7. Kaji intake dan output cairan. Untuk mengetahui jumlah cairan yang masuk
dan keluar, dan untuk menentukan jumlah cairan yang harus diberikan, bila
perdarahan berlebihan.
8. Beri pasien cairan dan elektrolit peroral jika memungkinkan. Untuk mengganti
cairan intravaskuler yang hilang karena perdarahan.
48
Kolaborasi :
9. Periksa Hb, Ht pada pemeriksaan laboratorium yang harus dilakukan segera.
Membantu memperkirakan jumlah kehilangan darah.
10. Pasang infus IV larutan isotonik. Meningkatkan volume darah dan
menyediakan vena terbuka untuk pemberian obat-obatan darurat.
11. Berikan preparat oksitosin atau preparat ergometrin, tingkatkan kecepatan
infus oksitosin intravena bila perdarahan uterus menetap. Merangsang
kontraktilitas miometrium, menutup pembuluh darah yang terpajan pada sisi
bekas plasenta dan menurunkan kehilangan darah.
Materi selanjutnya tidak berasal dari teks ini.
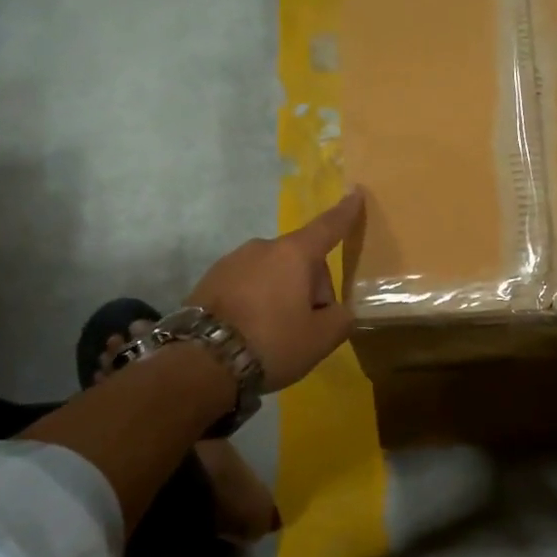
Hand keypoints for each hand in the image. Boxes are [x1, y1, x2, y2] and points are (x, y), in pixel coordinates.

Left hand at [187, 189, 364, 391]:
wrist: (201, 362)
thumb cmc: (272, 342)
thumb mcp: (321, 338)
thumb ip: (341, 318)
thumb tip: (337, 310)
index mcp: (294, 254)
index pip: (328, 227)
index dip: (346, 213)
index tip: (355, 194)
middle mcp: (262, 247)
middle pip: (301, 260)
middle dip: (311, 286)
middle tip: (308, 326)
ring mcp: (232, 261)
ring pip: (273, 272)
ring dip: (282, 293)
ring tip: (275, 332)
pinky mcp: (209, 279)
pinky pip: (247, 283)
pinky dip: (256, 300)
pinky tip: (251, 330)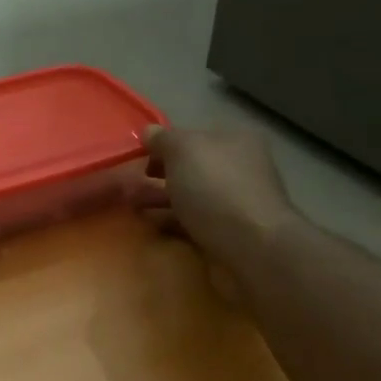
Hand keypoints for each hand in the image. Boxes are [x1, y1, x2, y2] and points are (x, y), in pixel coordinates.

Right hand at [133, 125, 298, 270]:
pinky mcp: (229, 233)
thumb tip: (148, 133)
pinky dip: (171, 222)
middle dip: (159, 175)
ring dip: (160, 200)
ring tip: (131, 207)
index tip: (138, 158)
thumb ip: (163, 139)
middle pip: (191, 168)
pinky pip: (192, 223)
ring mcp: (236, 202)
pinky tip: (151, 226)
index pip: (194, 136)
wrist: (251, 247)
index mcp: (235, 140)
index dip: (164, 145)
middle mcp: (240, 167)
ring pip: (190, 196)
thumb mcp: (183, 150)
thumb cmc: (215, 188)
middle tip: (129, 185)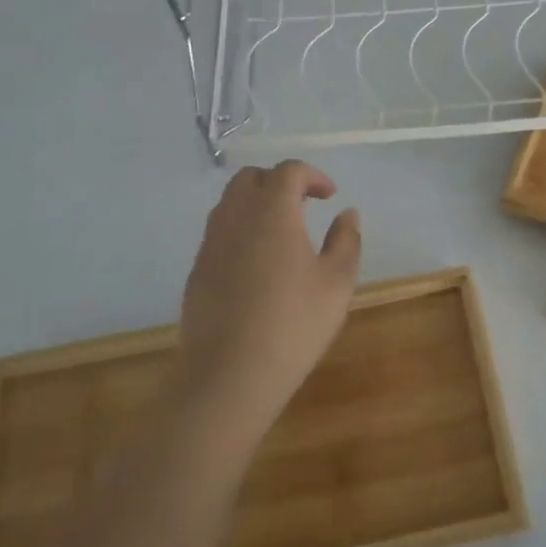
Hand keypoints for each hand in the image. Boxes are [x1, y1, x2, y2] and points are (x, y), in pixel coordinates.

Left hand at [173, 160, 361, 445]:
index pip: (288, 171)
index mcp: (272, 212)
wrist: (229, 376)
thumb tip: (348, 214)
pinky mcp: (197, 271)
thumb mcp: (336, 283)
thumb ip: (346, 241)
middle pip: (250, 178)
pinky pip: (218, 233)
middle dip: (278, 183)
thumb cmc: (293, 324)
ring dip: (256, 205)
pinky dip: (240, 231)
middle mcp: (236, 218)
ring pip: (229, 204)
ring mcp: (211, 244)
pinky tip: (258, 265)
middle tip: (303, 206)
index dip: (312, 175)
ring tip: (281, 233)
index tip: (330, 196)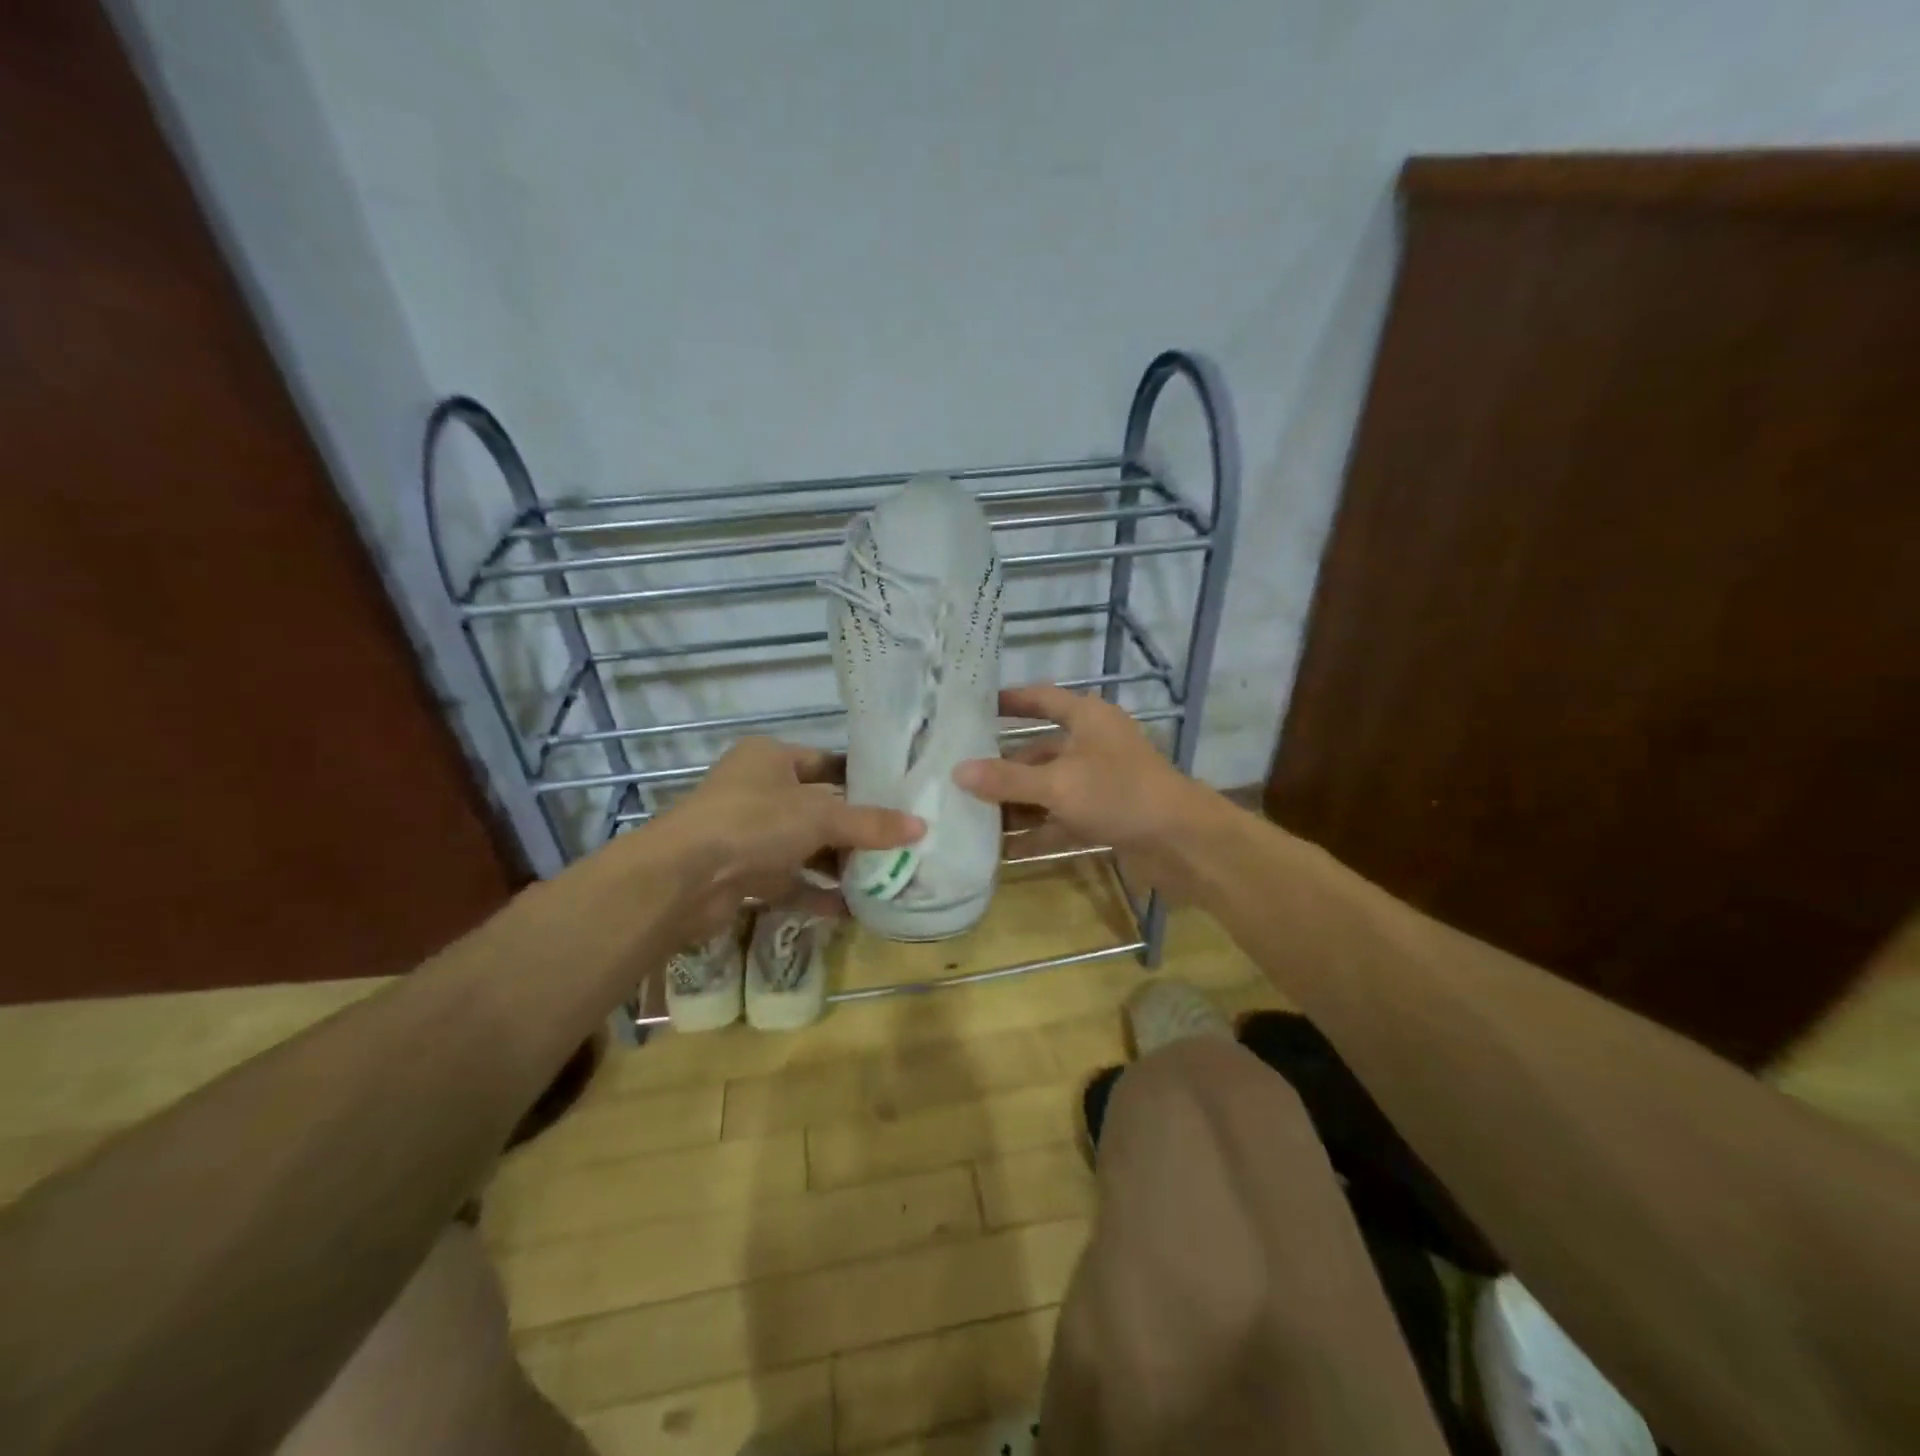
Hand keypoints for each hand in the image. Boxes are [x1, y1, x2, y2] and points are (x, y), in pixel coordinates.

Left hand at [655, 737, 922, 937]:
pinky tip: (853, 909)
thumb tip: (921, 827)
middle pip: (818, 808)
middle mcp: (758, 791)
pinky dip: (818, 894)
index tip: (898, 796)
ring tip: (885, 877)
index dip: (860, 779)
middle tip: (900, 843)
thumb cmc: (754, 823)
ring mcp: (748, 835)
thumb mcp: (820, 816)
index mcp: (770, 758)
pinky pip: (790, 881)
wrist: (683, 879)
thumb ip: (870, 823)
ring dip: (839, 864)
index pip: (825, 762)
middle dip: (856, 829)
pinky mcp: (743, 875)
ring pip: (805, 847)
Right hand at [953, 685, 1217, 896]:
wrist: (1182, 842)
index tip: (976, 707)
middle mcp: (1093, 745)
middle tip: (961, 778)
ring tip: (973, 817)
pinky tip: (1004, 850)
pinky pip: (1061, 819)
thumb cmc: (1118, 794)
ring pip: (1048, 789)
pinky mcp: (1105, 816)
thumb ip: (1007, 780)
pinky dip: (1037, 832)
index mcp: (1087, 719)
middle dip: (1003, 768)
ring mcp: (1100, 783)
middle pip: (1039, 752)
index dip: (1011, 701)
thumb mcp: (1058, 784)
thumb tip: (957, 772)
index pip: (1042, 699)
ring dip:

12. Cek jumlah trombosit, kadar fibrinogen, dan produk fibrin split, masa
protrombin, dan masa tromboplastin. Perubahan dapat menunjukkan
terjadinya kelainan koagulasi.
13. Gantikan kehilangan cairan dengan plasma atau darah lengkap sesuai
indikasi. Penggantian cairan yang hilang diperlukan untuk meningkatkan
volume sirkulasi dan mencegah syok.
14. Bantu dalam persiapan dilatasi dan kuretase, laparotomi, evakuasi hematoma,
perbaiki laserasi jalan lahir. Bila perdarahan tidak berespon terhadap
tindakan konservatif/ pemberian oksitosin, pembedahan dapat diindikasikan.